A poliploidia, a duplicação de genomas inteiros, é uma importante força evolutiva que prevalece especialmente nas plantas. Um estudo recente revelou que todas as angiospermas passaram por pelo menos duas rodadas de duplicação antiga de todo o genoma, além de vários eventos mais jovens específicos da linhagem. Acredita-se que esses eventos tenham sido muito importantes na diversificação evolutiva das plantas com flores.

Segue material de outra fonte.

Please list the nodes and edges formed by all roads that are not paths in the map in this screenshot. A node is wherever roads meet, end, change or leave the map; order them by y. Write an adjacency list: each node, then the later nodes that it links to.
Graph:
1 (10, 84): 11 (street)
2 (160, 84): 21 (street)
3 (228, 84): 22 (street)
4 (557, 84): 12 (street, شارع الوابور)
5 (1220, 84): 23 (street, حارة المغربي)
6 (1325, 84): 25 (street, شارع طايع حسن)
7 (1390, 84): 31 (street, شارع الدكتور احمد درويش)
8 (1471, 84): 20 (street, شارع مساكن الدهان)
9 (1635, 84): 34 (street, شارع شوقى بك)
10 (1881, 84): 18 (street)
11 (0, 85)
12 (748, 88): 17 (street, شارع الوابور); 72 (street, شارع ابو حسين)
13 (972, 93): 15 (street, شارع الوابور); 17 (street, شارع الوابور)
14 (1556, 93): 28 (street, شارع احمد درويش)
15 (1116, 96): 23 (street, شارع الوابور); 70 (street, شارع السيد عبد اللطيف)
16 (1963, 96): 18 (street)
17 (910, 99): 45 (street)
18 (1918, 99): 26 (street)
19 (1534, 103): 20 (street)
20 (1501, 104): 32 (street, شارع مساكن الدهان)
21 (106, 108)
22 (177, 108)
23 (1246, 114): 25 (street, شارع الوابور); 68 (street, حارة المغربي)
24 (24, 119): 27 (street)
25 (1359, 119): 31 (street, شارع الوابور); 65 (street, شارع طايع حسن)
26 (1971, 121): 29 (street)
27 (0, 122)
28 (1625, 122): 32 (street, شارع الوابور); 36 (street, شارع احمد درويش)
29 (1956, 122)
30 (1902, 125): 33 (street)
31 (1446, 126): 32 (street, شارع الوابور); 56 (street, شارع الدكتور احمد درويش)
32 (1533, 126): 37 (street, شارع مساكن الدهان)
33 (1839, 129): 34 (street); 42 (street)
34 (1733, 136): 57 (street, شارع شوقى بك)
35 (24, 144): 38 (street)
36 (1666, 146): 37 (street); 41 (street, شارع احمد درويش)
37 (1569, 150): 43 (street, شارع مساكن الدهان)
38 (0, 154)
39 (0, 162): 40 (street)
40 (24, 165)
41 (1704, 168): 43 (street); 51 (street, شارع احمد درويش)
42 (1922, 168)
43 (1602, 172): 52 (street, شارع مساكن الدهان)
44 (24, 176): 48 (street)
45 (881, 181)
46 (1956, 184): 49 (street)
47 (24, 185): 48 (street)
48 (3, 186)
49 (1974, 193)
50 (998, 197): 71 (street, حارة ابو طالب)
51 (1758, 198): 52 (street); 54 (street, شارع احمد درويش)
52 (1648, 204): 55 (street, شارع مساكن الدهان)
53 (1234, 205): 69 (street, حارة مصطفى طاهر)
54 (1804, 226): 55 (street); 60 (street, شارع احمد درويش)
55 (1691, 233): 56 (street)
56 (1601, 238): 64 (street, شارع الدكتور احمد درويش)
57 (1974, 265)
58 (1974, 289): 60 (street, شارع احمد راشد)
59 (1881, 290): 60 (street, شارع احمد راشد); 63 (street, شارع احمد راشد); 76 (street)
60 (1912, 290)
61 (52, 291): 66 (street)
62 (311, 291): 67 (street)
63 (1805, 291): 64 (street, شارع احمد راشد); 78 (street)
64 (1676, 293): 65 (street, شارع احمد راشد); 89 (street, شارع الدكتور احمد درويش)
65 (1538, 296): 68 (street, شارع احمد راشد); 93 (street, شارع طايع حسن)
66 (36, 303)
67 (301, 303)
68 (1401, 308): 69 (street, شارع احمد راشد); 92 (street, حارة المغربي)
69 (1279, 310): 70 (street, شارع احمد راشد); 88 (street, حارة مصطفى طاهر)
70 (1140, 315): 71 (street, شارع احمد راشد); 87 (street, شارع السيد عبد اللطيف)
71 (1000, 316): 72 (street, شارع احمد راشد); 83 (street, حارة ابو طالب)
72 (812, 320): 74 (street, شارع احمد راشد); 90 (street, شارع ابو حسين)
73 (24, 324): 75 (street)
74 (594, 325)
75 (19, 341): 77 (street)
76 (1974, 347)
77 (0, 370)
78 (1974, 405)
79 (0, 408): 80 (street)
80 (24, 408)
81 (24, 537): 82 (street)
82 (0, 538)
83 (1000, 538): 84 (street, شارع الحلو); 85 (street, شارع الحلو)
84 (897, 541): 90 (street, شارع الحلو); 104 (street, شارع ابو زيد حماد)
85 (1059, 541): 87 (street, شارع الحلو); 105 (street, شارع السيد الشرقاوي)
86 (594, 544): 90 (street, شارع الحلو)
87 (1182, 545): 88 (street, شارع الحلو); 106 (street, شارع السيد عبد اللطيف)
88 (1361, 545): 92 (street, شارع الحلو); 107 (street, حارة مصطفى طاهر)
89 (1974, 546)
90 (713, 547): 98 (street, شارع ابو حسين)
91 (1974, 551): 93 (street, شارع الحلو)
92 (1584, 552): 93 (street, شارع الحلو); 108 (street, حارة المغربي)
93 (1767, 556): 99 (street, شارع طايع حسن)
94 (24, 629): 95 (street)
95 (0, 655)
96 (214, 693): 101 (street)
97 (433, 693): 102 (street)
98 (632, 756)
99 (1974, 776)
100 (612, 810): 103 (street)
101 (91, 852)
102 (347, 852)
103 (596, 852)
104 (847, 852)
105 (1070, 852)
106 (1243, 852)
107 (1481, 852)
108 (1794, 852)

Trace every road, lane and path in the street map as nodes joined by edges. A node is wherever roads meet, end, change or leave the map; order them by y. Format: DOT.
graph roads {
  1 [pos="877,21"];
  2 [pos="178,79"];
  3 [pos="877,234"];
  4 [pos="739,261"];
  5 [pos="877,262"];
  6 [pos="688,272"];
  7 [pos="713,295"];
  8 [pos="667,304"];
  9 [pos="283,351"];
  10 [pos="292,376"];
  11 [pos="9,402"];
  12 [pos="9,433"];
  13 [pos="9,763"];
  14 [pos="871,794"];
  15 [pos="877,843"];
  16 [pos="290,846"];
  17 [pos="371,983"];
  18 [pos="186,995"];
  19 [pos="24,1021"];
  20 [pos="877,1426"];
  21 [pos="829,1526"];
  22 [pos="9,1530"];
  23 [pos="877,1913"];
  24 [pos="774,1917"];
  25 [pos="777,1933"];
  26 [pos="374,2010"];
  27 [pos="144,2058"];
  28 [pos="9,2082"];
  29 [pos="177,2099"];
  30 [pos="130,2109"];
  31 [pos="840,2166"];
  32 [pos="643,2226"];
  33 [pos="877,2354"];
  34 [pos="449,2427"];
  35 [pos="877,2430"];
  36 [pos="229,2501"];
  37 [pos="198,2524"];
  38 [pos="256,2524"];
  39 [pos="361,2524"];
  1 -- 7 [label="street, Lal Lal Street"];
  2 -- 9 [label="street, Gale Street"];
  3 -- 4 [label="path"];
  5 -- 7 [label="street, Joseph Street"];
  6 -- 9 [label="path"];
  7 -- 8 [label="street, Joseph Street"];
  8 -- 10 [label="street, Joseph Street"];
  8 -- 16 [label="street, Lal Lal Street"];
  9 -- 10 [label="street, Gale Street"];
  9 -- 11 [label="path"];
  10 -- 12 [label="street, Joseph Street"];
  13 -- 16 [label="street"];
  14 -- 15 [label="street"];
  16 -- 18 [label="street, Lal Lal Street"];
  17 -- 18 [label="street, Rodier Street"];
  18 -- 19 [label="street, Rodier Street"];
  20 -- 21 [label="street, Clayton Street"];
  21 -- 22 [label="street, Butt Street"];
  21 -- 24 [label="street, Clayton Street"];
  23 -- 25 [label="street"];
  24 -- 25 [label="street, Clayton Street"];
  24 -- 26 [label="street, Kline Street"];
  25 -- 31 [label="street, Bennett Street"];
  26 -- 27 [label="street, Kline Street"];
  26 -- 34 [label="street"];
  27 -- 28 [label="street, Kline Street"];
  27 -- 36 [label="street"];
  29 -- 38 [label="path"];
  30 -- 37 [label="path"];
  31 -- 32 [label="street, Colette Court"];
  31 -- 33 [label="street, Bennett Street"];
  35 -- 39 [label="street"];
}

linho cultivado (usitatissimum) é conhecido por ter sofrido uma duplicação de todo o genoma cerca de 5 a 9 milhões de anos atrás. O objetivo de um estudo recente em Annals of Botany foi investigar se outros eventos de duplicação de todo o genoma ocorreram na história evolutiva do linho cultivado. O conhecimento dessas duplicações de todo o genoma será importante para entender a biologia e a genômica do linho cultivado.

Sveinsson, S., McDill, J., Wong, GK, Li, J., Li, X., Deyholos, MK, & Cronk, QC (2014) Identificação filogenética de um evento de paleopoliploidia dentro do gênero linho (Linum) usando transcriptômica . Annals of Botany, 113(5), 753-761. doi: 10.1093/aob/mct306

Transcrição de 11 linum espécies foram sequenciadas usando a plataforma Illumina. As leituras curtas foram montadas de novo e o pipeline DupPipe foi usado para procurar assinaturas de eventos de poliploidia da distribuição de idade de parálogos. Além disso, as filogenias de todos os parálogos foram reunidas dentro de uma janela de idade estimada de interesse. Essas filogenias foram avaliadas quanto à evidência de um evento de paleopoliploidia dentro do gênero linum.


Um evento de paleopoliploidia previamente desconhecido que ocorreu 20-40 milhões de anos atrás foi descoberto e mostrou ser específico para um clado dentro linum contendo linho cultivado (L.usitatissimum) e outras espécies principalmente de flores azuis. A conclusão foi apoiada por duas linhas de evidência. Primeiro, uma mudança significativa de inclinação (pico) foi mostrada na distribuição de idade de parálogos que era filogeneticamente restrito e onipresente neste clado. Em segundo lugar, foi recuperado um grande número de filogenias parálogas que são consistentes com um evento de poliploidia ocorrendo dentro desse clado.
Os resultados mostram a utilidade da transcriptômica multiespécie para detectar eventos de duplicação de todo o genoma e demonstram que as múltiplas rodadas de poliploidia foram importantes na formação da história evolutiva do linho. Compreender e caracterizar esses eventos de duplicação de todo o genoma será importante para futuras linum pesquisa.